* _PROBLEM DESCRIPTION_
The listing below should be written out word for word, with its pictures removed.

* _EXERCISE INPUTS_
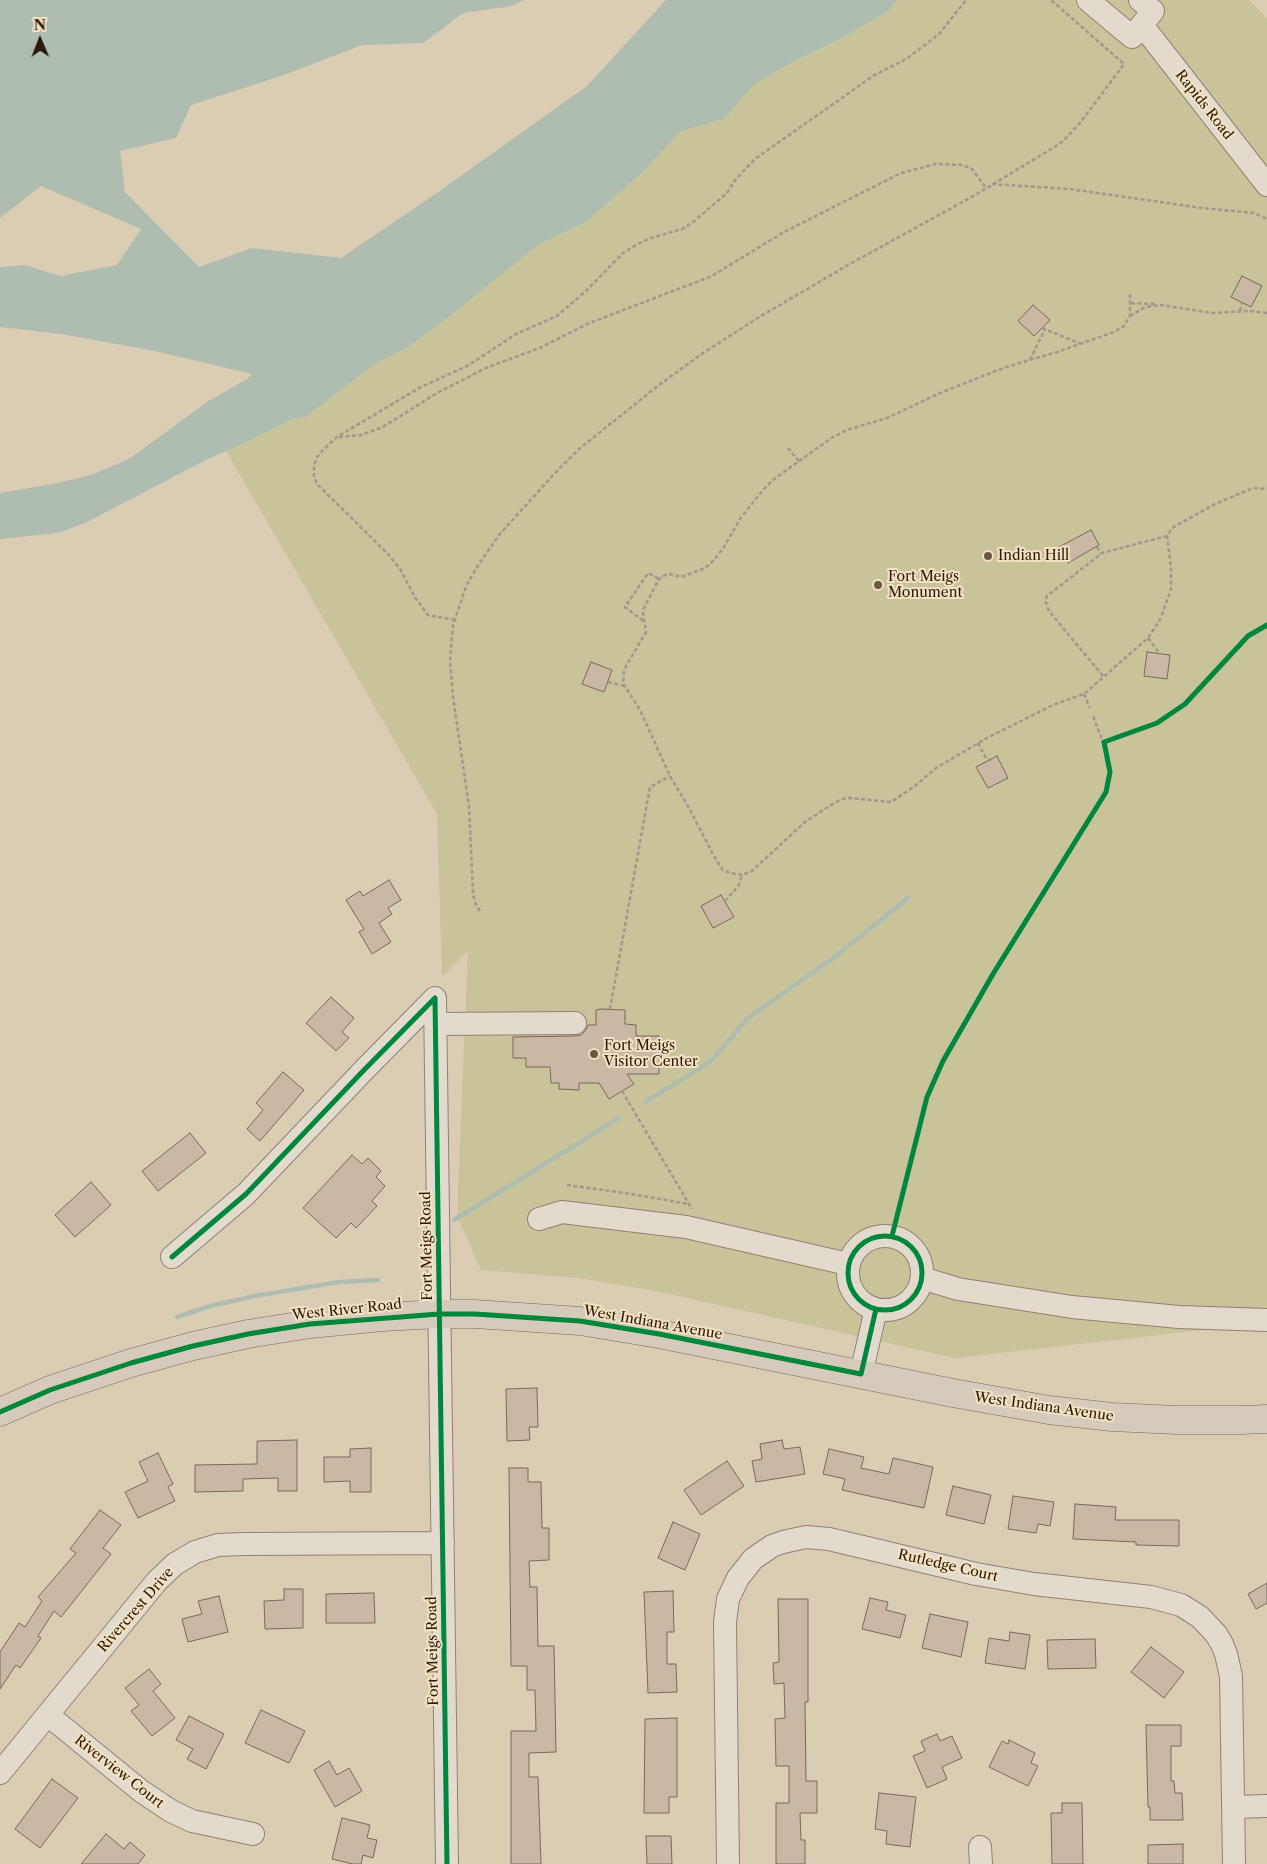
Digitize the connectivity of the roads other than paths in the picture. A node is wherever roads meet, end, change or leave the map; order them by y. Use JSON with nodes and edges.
{"nodes":[{"id":1,"x":1088,"y":0,"type":"edge"},
{"id":2,"x":1140,"y":0,"type":"edge"},
{"id":3,"x":1142,"y":25,"type":"junction"},
{"id":4,"x":1267,"y":185,"type":"edge"},
{"id":5,"x":575,"y":1023,"type":"dead end"},
{"id":6,"x":436,"y":1024,"type":"junction"},
{"id":7,"x":540,"y":1219,"type":"dead end"},
{"id":8,"x":172,"y":1258,"type":"dead end"},
{"id":9,"x":848,"y":1264,"type":"junction"},
{"id":10,"x":922,"y":1278,"type":"junction"},
{"id":11,"x":876,"y":1309,"type":"junction"},
{"id":12,"x":439,"y":1314,"type":"junction"},
{"id":13,"x":1267,"y":1320,"type":"edge"},
{"id":14,"x":861,"y":1374,"type":"junction"},
{"id":15,"x":0,"y":1412,"type":"edge"},
{"id":16,"x":1267,"y":1419,"type":"edge"},
{"id":17,"x":443,"y":1543,"type":"junction"},
{"id":18,"x":48,"y":1715,"type":"junction"},
{"id":19,"x":0,"y":1773,"type":"edge"},
{"id":20,"x":1267,"y":1806,"type":"edge"},
{"id":21,"x":1233,"y":1807,"type":"junction"},
{"id":22,"x":253,"y":1834,"type":"dead end"},
{"id":23,"x":447,"y":1864,"type":"edge"},
{"id":24,"x":728,"y":1864,"type":"edge"},
{"id":25,"x":1234,"y":1864,"type":"edge"}],
"edges":[{"from":1,"to":3,"type":"street"},
{"from":2,"to":3,"type":"street"},
{"from":3,"to":4,"type":"street","name":"Rapids Road"},
{"from":5,"to":6,"type":"street"},
{"from":6,"to":8,"type":"street","name":"Fort Meigs Road"},
{"from":6,"to":12,"type":"street","name":"Fort Meigs Road"},
{"from":7,"to":9,"type":"street"},
{"from":9,"to":10,"type":"street"},
{"from":9,"to":11,"type":"street"},
{"from":10,"to":11,"type":"street"},
{"from":10,"to":13,"type":"street"},
{"from":11,"to":14,"type":"street"},
{"from":12,"to":14,"type":"main road","name":"West Indiana Avenue"},
{"from":12,"to":15,"type":"main road","name":"West River Road"},
{"from":12,"to":17,"type":"street","name":"Fort Meigs Road"},
{"from":14,"to":16,"type":"main road","name":"West Indiana Avenue"},
{"from":17,"to":18,"type":"street","name":"Rivercrest Drive"},
{"from":17,"to":23,"type":"street","name":"Fort Meigs Road"},
{"from":18,"to":19,"type":"street","name":"Rivercrest Drive"},
{"from":18,"to":22,"type":"street","name":"Riverview Court"},
{"from":20,"to":21,"type":"street"},
{"from":21,"to":24,"type":"street","name":"Rutledge Court"},
{"from":21,"to":25,"type":"street","name":"Rutledge Court"}]}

* _ANSWER SECTION_
Digitize the connectivity of the roads other than paths in the picture. A node is wherever roads meet, end, change or leave the map; order them by y. Use JSON with nodes and edges.
{"nodes":[{"id":1,"x":1088,"y":0,"type":"edge"},
{"id":2,"x":1140,"y":0,"type":"edge"},
{"id":3,"x":1142,"y":25,"type":"junction"},
{"id":4,"x":1267,"y":185,"type":"edge"},
{"id":5,"x":575,"y":1023,"type":"dead end"},
{"id":6,"x":436,"y":1024,"type":"junction"},
{"id":7,"x":540,"y":1219,"type":"dead end"},
{"id":8,"x":172,"y":1258,"type":"dead end"},
{"id":9,"x":848,"y":1264,"type":"junction"},
{"id":10,"x":922,"y":1278,"type":"junction"},
{"id":11,"x":876,"y":1309,"type":"junction"},
{"id":12,"x":439,"y":1314,"type":"junction"},
{"id":13,"x":1267,"y":1320,"type":"edge"},
{"id":14,"x":861,"y":1374,"type":"junction"},
{"id":15,"x":0,"y":1412,"type":"edge"},
{"id":16,"x":1267,"y":1419,"type":"edge"},
{"id":17,"x":443,"y":1543,"type":"junction"},
{"id":18,"x":48,"y":1715,"type":"junction"},
{"id":19,"x":0,"y":1773,"type":"edge"},
{"id":20,"x":1267,"y":1806,"type":"edge"},
{"id":21,"x":1233,"y":1807,"type":"junction"},
{"id":22,"x":253,"y":1834,"type":"dead end"},
{"id":23,"x":447,"y":1864,"type":"edge"},
{"id":24,"x":728,"y":1864,"type":"edge"},
{"id":25,"x":1234,"y":1864,"type":"edge"}],
"edges":[{"from":1,"to":3,"type":"street"},
{"from":2,"to":3,"type":"street"},
{"from":3,"to":4,"type":"street","name":"Rapids Road"},
{"from":5,"to":6,"type":"street"},
{"from":6,"to":8,"type":"street","name":"Fort Meigs Road"},
{"from":6,"to":12,"type":"street","name":"Fort Meigs Road"},
{"from":7,"to":9,"type":"street"},
{"from":9,"to":10,"type":"street"},
{"from":9,"to":11,"type":"street"},
{"from":10,"to":11,"type":"street"},
{"from":10,"to":13,"type":"street"},
{"from":11,"to":14,"type":"street"},
{"from":12,"to":14,"type":"main road","name":"West Indiana Avenue"},
{"from":12,"to":15,"type":"main road","name":"West River Road"},
{"from":12,"to":17,"type":"street","name":"Fort Meigs Road"},
{"from":14,"to":16,"type":"main road","name":"West Indiana Avenue"},
{"from":17,"to":18,"type":"street","name":"Rivercrest Drive"},
{"from":17,"to":23,"type":"street","name":"Fort Meigs Road"},
{"from":18,"to":19,"type":"street","name":"Rivercrest Drive"},
{"from":18,"to":22,"type":"street","name":"Riverview Court"},
{"from":20,"to":21,"type":"street"},
{"from":21,"to":24,"type":"street","name":"Rutledge Court"},
{"from":21,"to":25,"type":"street","name":"Rutledge Court"}]}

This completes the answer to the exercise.